- What the exercise asks -
From top to bottom, return the listing exactly as it appears, omitting its images.

- Dataset content -
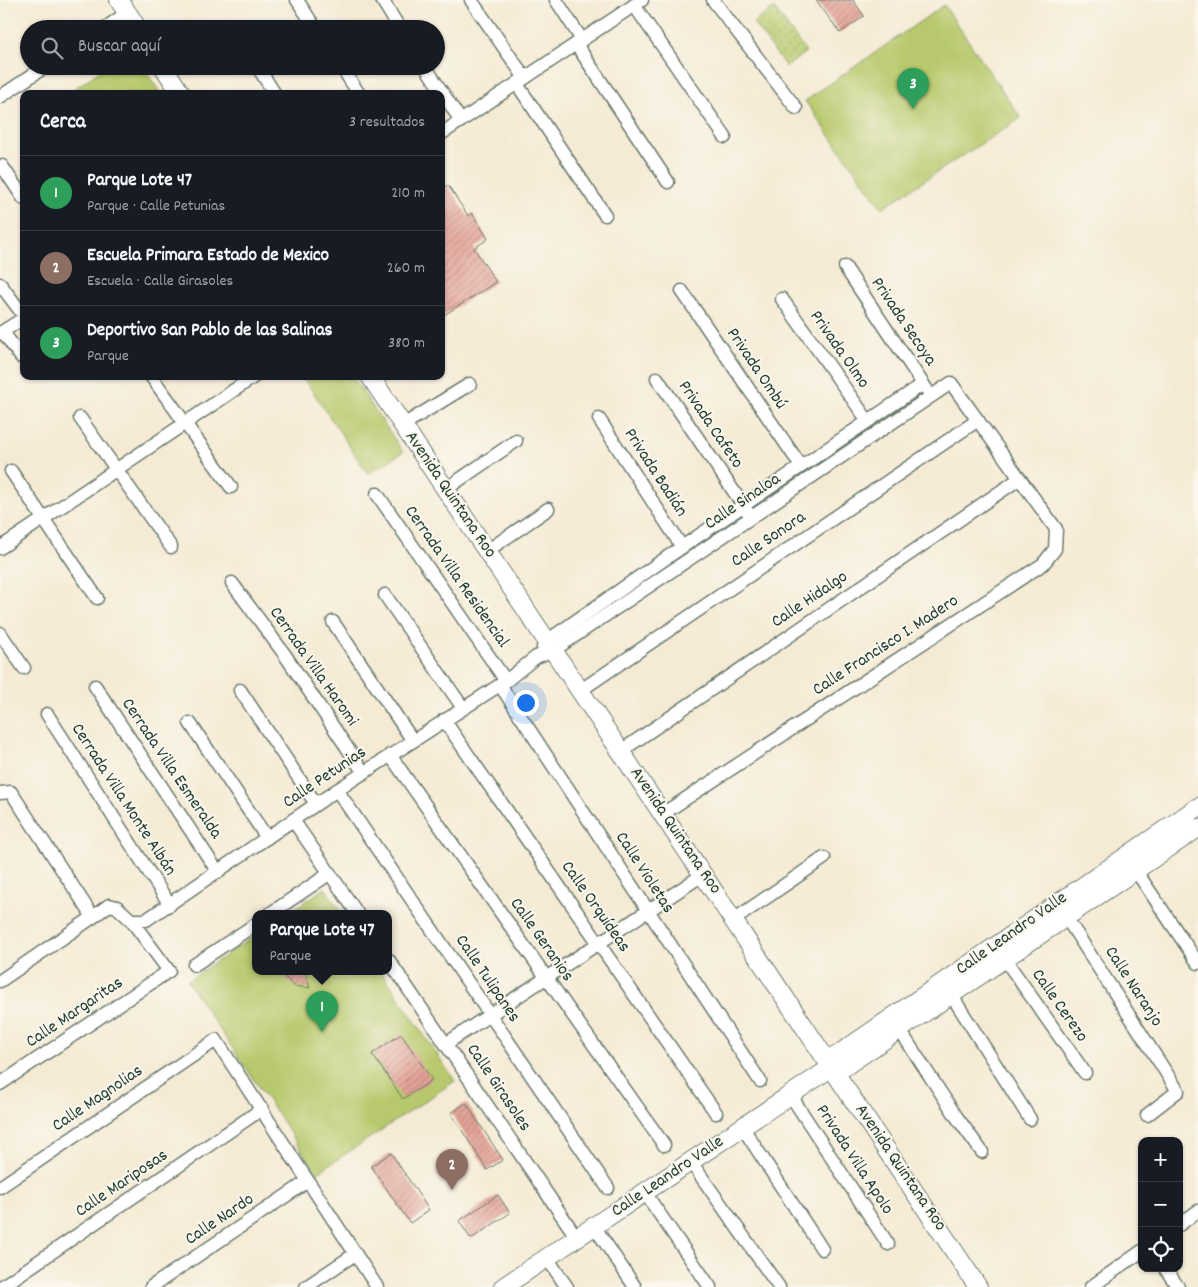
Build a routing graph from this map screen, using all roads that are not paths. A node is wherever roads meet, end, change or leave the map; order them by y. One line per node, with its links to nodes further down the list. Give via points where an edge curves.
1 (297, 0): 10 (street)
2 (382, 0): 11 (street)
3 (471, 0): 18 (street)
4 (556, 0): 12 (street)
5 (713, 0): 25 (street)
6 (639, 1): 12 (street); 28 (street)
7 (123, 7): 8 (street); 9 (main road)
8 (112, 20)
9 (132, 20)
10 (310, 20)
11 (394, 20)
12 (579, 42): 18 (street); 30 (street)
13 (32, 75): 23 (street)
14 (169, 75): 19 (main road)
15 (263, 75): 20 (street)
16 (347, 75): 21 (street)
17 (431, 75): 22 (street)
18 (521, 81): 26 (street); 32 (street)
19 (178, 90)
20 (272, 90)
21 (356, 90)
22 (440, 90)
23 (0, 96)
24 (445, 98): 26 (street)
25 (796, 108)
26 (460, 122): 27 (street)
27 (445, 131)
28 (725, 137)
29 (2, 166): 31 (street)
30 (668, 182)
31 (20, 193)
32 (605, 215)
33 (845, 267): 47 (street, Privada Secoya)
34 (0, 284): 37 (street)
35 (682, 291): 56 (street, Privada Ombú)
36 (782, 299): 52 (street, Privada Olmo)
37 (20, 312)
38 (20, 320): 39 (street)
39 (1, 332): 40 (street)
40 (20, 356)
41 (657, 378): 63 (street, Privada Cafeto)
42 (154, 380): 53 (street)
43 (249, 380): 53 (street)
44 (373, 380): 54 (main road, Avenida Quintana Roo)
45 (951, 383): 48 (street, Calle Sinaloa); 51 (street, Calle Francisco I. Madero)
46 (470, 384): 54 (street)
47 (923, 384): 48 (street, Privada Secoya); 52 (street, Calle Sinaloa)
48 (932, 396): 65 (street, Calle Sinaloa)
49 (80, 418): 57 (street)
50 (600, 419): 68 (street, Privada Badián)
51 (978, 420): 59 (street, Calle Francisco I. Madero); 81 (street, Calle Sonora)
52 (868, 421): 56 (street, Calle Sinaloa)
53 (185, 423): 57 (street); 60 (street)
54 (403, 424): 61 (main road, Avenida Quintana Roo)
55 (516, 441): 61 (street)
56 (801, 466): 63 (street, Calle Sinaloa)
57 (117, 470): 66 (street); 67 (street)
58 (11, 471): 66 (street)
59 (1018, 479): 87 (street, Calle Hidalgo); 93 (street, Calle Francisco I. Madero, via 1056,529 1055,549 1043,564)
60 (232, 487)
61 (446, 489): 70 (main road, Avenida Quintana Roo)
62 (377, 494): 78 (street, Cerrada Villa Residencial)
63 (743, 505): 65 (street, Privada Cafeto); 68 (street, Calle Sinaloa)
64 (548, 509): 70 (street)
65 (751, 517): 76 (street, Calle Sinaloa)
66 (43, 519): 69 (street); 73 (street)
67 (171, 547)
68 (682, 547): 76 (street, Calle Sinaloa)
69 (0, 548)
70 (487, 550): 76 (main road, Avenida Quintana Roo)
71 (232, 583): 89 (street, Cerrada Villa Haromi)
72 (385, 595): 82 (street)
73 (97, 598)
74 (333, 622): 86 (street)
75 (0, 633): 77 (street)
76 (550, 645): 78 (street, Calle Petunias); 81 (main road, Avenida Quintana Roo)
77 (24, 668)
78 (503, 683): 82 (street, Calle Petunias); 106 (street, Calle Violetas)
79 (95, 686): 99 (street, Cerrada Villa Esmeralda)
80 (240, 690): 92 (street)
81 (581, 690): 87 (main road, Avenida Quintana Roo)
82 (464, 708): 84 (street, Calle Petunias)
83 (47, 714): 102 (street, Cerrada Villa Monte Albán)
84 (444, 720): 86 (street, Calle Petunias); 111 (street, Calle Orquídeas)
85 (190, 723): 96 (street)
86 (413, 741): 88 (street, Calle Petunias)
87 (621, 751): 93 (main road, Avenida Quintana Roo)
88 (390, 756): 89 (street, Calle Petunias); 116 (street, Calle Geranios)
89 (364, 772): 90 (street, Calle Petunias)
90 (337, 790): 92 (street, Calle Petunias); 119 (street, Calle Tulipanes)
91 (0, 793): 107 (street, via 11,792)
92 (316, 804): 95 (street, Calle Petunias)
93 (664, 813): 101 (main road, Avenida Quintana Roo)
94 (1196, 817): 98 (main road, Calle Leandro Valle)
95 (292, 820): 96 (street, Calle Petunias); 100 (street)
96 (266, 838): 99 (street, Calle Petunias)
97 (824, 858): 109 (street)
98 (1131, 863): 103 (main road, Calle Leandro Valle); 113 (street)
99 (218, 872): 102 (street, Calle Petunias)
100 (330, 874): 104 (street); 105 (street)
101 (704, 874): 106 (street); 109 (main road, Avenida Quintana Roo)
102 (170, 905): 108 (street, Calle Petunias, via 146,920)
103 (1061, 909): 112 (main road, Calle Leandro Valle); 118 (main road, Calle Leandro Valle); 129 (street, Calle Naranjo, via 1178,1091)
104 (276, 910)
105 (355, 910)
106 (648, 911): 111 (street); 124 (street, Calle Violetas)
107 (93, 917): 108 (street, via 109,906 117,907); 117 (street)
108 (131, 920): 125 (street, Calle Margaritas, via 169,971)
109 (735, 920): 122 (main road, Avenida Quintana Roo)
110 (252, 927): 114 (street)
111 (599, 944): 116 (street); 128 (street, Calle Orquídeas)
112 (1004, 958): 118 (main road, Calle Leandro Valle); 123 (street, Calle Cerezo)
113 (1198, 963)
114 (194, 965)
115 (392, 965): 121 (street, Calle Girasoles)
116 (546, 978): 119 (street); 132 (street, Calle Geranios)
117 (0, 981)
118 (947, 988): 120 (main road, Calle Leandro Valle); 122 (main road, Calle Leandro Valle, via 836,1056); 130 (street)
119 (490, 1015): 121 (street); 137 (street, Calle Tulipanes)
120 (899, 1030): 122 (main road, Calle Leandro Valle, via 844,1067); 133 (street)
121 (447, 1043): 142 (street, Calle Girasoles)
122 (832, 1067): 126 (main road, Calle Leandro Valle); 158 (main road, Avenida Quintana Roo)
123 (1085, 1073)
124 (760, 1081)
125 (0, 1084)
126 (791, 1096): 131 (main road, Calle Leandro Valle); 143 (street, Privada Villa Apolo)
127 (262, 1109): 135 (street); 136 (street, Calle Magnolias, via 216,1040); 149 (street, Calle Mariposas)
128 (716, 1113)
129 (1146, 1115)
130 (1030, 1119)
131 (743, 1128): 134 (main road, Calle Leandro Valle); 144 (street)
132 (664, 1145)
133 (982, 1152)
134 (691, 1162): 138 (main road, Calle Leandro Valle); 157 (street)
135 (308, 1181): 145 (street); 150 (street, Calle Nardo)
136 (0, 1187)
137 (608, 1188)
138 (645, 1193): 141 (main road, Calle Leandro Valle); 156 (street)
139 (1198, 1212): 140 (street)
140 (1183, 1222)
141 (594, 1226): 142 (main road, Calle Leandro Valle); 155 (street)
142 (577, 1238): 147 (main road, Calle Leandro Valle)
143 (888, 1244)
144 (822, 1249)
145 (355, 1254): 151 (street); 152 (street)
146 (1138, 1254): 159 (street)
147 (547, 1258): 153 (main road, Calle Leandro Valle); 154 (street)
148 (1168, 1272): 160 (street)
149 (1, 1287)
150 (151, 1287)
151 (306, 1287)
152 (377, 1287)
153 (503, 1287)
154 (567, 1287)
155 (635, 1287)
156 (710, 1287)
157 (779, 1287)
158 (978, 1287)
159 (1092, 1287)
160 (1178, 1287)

- Expected answer -
Build a routing graph from this map screen, using all roads that are not paths. A node is wherever roads meet, end, change or leave the map; order them by y. One line per node, with its links to nodes further down the list. Give via points where an edge curves.
1 (297, 0): 10 (street)
2 (382, 0): 11 (street)
3 (471, 0): 18 (street)
4 (556, 0): 12 (street)
5 (713, 0): 25 (street)
6 (639, 1): 12 (street); 28 (street)
7 (123, 7): 8 (street); 9 (main road)
8 (112, 20)
9 (132, 20)
10 (310, 20)
11 (394, 20)
12 (579, 42): 18 (street); 30 (street)
13 (32, 75): 23 (street)
14 (169, 75): 19 (main road)
15 (263, 75): 20 (street)
16 (347, 75): 21 (street)
17 (431, 75): 22 (street)
18 (521, 81): 26 (street); 32 (street)
19 (178, 90)
20 (272, 90)
21 (356, 90)
22 (440, 90)
23 (0, 96)
24 (445, 98): 26 (street)
25 (796, 108)
26 (460, 122): 27 (street)
27 (445, 131)
28 (725, 137)
29 (2, 166): 31 (street)
30 (668, 182)
31 (20, 193)
32 (605, 215)
33 (845, 267): 47 (street, Privada Secoya)
34 (0, 284): 37 (street)
35 (682, 291): 56 (street, Privada Ombú)
36 (782, 299): 52 (street, Privada Olmo)
37 (20, 312)
38 (20, 320): 39 (street)
39 (1, 332): 40 (street)
40 (20, 356)
41 (657, 378): 63 (street, Privada Cafeto)
42 (154, 380): 53 (street)
43 (249, 380): 53 (street)
44 (373, 380): 54 (main road, Avenida Quintana Roo)
45 (951, 383): 48 (street, Calle Sinaloa); 51 (street, Calle Francisco I. Madero)
46 (470, 384): 54 (street)
47 (923, 384): 48 (street, Privada Secoya); 52 (street, Calle Sinaloa)
48 (932, 396): 65 (street, Calle Sinaloa)
49 (80, 418): 57 (street)
50 (600, 419): 68 (street, Privada Badián)
51 (978, 420): 59 (street, Calle Francisco I. Madero); 81 (street, Calle Sonora)
52 (868, 421): 56 (street, Calle Sinaloa)
53 (185, 423): 57 (street); 60 (street)
54 (403, 424): 61 (main road, Avenida Quintana Roo)
55 (516, 441): 61 (street)
56 (801, 466): 63 (street, Calle Sinaloa)
57 (117, 470): 66 (street); 67 (street)
58 (11, 471): 66 (street)
59 (1018, 479): 87 (street, Calle Hidalgo); 93 (street, Calle Francisco I. Madero, via 1056,529 1055,549 1043,564)
60 (232, 487)
61 (446, 489): 70 (main road, Avenida Quintana Roo)
62 (377, 494): 78 (street, Cerrada Villa Residencial)
63 (743, 505): 65 (street, Privada Cafeto); 68 (street, Calle Sinaloa)
64 (548, 509): 70 (street)
65 (751, 517): 76 (street, Calle Sinaloa)
66 (43, 519): 69 (street); 73 (street)
67 (171, 547)
68 (682, 547): 76 (street, Calle Sinaloa)
69 (0, 548)
70 (487, 550): 76 (main road, Avenida Quintana Roo)
71 (232, 583): 89 (street, Cerrada Villa Haromi)
72 (385, 595): 82 (street)
73 (97, 598)
74 (333, 622): 86 (street)
75 (0, 633): 77 (street)
76 (550, 645): 78 (street, Calle Petunias); 81 (main road, Avenida Quintana Roo)
77 (24, 668)
78 (503, 683): 82 (street, Calle Petunias); 106 (street, Calle Violetas)
79 (95, 686): 99 (street, Cerrada Villa Esmeralda)
80 (240, 690): 92 (street)
81 (581, 690): 87 (main road, Avenida Quintana Roo)
82 (464, 708): 84 (street, Calle Petunias)
83 (47, 714): 102 (street, Cerrada Villa Monte Albán)
84 (444, 720): 86 (street, Calle Petunias); 111 (street, Calle Orquídeas)
85 (190, 723): 96 (street)
86 (413, 741): 88 (street, Calle Petunias)
87 (621, 751): 93 (main road, Avenida Quintana Roo)
88 (390, 756): 89 (street, Calle Petunias); 116 (street, Calle Geranios)
89 (364, 772): 90 (street, Calle Petunias)
90 (337, 790): 92 (street, Calle Petunias); 119 (street, Calle Tulipanes)
91 (0, 793): 107 (street, via 11,792)
92 (316, 804): 95 (street, Calle Petunias)
93 (664, 813): 101 (main road, Avenida Quintana Roo)
94 (1196, 817): 98 (main road, Calle Leandro Valle)
95 (292, 820): 96 (street, Calle Petunias); 100 (street)
96 (266, 838): 99 (street, Calle Petunias)
97 (824, 858): 109 (street)
98 (1131, 863): 103 (main road, Calle Leandro Valle); 113 (street)
99 (218, 872): 102 (street, Calle Petunias)
100 (330, 874): 104 (street); 105 (street)
101 (704, 874): 106 (street); 109 (main road, Avenida Quintana Roo)
102 (170, 905): 108 (street, Calle Petunias, via 146,920)
103 (1061, 909): 112 (main road, Calle Leandro Valle); 118 (main road, Calle Leandro Valle); 129 (street, Calle Naranjo, via 1178,1091)
104 (276, 910)
105 (355, 910)
106 (648, 911): 111 (street); 124 (street, Calle Violetas)
107 (93, 917): 108 (street, via 109,906 117,907); 117 (street)
108 (131, 920): 125 (street, Calle Margaritas, via 169,971)
109 (735, 920): 122 (main road, Avenida Quintana Roo)
110 (252, 927): 114 (street)
111 (599, 944): 116 (street); 128 (street, Calle Orquídeas)
112 (1004, 958): 118 (main road, Calle Leandro Valle); 123 (street, Calle Cerezo)
113 (1198, 963)
114 (194, 965)
115 (392, 965): 121 (street, Calle Girasoles)
116 (546, 978): 119 (street); 132 (street, Calle Geranios)
117 (0, 981)
118 (947, 988): 120 (main road, Calle Leandro Valle); 122 (main road, Calle Leandro Valle, via 836,1056); 130 (street)
119 (490, 1015): 121 (street); 137 (street, Calle Tulipanes)
120 (899, 1030): 122 (main road, Calle Leandro Valle, via 844,1067); 133 (street)
121 (447, 1043): 142 (street, Calle Girasoles)
122 (832, 1067): 126 (main road, Calle Leandro Valle); 158 (main road, Avenida Quintana Roo)
123 (1085, 1073)
124 (760, 1081)
125 (0, 1084)
126 (791, 1096): 131 (main road, Calle Leandro Valle); 143 (street, Privada Villa Apolo)
127 (262, 1109): 135 (street); 136 (street, Calle Magnolias, via 216,1040); 149 (street, Calle Mariposas)
128 (716, 1113)
129 (1146, 1115)
130 (1030, 1119)
131 (743, 1128): 134 (main road, Calle Leandro Valle); 144 (street)
132 (664, 1145)
133 (982, 1152)
134 (691, 1162): 138 (main road, Calle Leandro Valle); 157 (street)
135 (308, 1181): 145 (street); 150 (street, Calle Nardo)
136 (0, 1187)
137 (608, 1188)
138 (645, 1193): 141 (main road, Calle Leandro Valle); 156 (street)
139 (1198, 1212): 140 (street)
140 (1183, 1222)
141 (594, 1226): 142 (main road, Calle Leandro Valle); 155 (street)
142 (577, 1238): 147 (main road, Calle Leandro Valle)
143 (888, 1244)
144 (822, 1249)
145 (355, 1254): 151 (street); 152 (street)
146 (1138, 1254): 159 (street)
147 (547, 1258): 153 (main road, Calle Leandro Valle); 154 (street)
148 (1168, 1272): 160 (street)
149 (1, 1287)
150 (151, 1287)
151 (306, 1287)
152 (377, 1287)
153 (503, 1287)
154 (567, 1287)
155 (635, 1287)
156 (710, 1287)
157 (779, 1287)
158 (978, 1287)
159 (1092, 1287)
160 (1178, 1287)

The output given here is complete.